According to Ademiluyi, if the Federal Government claims that existing properties now violate a newly introduced “150-metre rule,” it must demonstrate actual environmental harm caused by each structure rather than apply a blanket policy. He said the government must also declare a clear public purpose through a gazetted notice, conduct individual or joint property valuations, pay fair market compensation before taking possession, and provide resettlement alternatives where displacement is unavoidable.

He further noted that under the 1999 Constitution of the Federal Republic of Nigeria (as amended), PAP members are entitled to the right to acquire and own immovable property anywhere in the country, and that no property shall be compulsorily acquired except for a public purpose and subject to the prompt payment of compensation. The Constitution, he added, also guarantees the right to a fair hearing, including adequate notice, opportunity to be heard and access to the courts.

“Furthermore, the Land Use Act recognises statutory rights of occupancy, while the Urban and Regional Planning Act provides for development control, but not the retroactive criminalisation of lawful past acts,” Ademiluyi said.

Also speaking, lawyer and estate surveyor, Mr Sola Enitan, described the situation unfolding under the Lagos–Calabar Coastal Highway project as deeply troubling. “What is unfolding is not lawful acquisition; it is a pattern of coercion, dispossession and disregard for constitutional safeguards,” he said.

Enitan warned against what he described as a dangerous assumption in some official circles that coastal lands, waterfronts or properties near federal roads automatically belong to the Federal Government by virtue of so-called setback laws or undefined federal prerogatives. “That belief is legally wrong,” he stated.

He called for an immediate halt to all ongoing demolitions and land acquisitions connected to the Lagos–Calabar Coastal Highway that do not comply with constitutional and statutory requirements. He also demanded full disclosure of all acquisition instruments, gazette notices and valuation reports related to the project.

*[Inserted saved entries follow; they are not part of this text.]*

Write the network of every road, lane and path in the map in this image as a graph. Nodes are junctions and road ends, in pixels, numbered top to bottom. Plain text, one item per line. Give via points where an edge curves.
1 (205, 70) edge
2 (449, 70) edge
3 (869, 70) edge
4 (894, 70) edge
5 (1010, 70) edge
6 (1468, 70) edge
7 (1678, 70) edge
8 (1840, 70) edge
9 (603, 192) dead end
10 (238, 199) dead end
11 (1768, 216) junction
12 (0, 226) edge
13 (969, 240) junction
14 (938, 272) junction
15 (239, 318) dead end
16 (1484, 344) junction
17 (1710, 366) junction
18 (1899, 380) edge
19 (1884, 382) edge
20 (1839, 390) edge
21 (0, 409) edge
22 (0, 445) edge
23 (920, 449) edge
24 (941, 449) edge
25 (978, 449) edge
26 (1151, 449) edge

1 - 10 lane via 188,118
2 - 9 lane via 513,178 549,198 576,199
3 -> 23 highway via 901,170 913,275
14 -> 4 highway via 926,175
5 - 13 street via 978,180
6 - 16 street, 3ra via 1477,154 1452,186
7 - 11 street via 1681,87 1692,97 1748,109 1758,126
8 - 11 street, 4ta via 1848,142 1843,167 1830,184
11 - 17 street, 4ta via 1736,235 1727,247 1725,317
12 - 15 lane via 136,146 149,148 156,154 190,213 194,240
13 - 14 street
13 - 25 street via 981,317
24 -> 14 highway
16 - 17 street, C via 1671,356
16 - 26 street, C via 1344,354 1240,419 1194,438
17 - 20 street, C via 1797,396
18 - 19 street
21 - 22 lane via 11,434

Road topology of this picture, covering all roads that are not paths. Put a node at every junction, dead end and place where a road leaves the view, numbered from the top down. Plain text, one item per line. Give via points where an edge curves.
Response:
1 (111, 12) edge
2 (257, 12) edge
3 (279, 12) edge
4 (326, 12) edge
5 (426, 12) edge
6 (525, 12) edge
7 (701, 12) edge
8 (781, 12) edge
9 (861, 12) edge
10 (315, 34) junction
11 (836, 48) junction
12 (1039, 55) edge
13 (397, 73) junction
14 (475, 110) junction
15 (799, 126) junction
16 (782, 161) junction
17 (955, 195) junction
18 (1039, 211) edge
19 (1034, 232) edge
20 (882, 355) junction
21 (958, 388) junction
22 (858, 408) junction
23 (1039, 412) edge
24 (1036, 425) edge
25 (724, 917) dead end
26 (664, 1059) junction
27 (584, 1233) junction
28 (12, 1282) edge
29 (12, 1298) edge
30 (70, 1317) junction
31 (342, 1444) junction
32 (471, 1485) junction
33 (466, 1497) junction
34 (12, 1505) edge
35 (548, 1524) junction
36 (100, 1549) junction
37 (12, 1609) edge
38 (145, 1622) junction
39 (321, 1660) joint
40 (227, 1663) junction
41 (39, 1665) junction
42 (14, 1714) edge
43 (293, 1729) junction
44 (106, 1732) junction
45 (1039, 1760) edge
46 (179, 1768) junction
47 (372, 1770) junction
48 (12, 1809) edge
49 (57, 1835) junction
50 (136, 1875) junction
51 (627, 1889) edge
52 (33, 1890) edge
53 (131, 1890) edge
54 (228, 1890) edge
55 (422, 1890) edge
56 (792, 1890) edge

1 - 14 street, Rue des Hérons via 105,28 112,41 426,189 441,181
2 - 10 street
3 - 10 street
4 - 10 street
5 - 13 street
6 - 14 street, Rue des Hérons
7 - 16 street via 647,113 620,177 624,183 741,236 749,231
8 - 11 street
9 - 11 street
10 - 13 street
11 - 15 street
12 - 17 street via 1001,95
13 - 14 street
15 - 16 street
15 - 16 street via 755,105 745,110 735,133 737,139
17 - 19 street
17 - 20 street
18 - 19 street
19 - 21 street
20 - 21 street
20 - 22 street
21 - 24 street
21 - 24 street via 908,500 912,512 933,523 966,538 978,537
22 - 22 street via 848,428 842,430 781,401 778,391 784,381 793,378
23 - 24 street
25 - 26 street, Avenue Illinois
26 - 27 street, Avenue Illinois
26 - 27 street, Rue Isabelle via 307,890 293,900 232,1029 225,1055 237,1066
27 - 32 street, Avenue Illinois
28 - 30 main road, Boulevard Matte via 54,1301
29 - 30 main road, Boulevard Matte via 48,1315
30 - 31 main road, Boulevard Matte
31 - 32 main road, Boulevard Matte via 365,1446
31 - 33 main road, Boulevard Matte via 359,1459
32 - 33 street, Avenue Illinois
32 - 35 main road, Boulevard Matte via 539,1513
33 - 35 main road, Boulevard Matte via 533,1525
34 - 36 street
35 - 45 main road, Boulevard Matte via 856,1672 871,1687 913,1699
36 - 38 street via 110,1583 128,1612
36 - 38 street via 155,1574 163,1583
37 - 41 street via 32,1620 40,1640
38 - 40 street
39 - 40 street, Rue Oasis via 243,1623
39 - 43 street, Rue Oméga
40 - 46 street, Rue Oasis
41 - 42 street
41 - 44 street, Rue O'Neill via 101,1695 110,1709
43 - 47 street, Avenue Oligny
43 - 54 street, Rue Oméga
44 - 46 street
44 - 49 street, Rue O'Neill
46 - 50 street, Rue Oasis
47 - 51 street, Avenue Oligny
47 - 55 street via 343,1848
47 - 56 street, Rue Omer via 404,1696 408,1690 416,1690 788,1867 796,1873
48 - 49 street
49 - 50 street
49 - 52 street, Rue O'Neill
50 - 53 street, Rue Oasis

Enitan stressed that infrastructure development must not be pursued at the expense of legality and citizens’ rights. “Nigeria needs infrastructure, roads and coastal connectivity. But no nation develops by breaking its own laws; no government earns legitimacy by dispossessing its own people. No project, however ambitious, is worth the destruction of constitutional rights and human dignity,” he said.

The PAPs reiterated their willingness to engage constructively with government authorities to find balanced solutions that protect both the environment and the rights of lawful property owners, insisting that sustainable development must be anchored on transparency, science, and respect for the rule of law.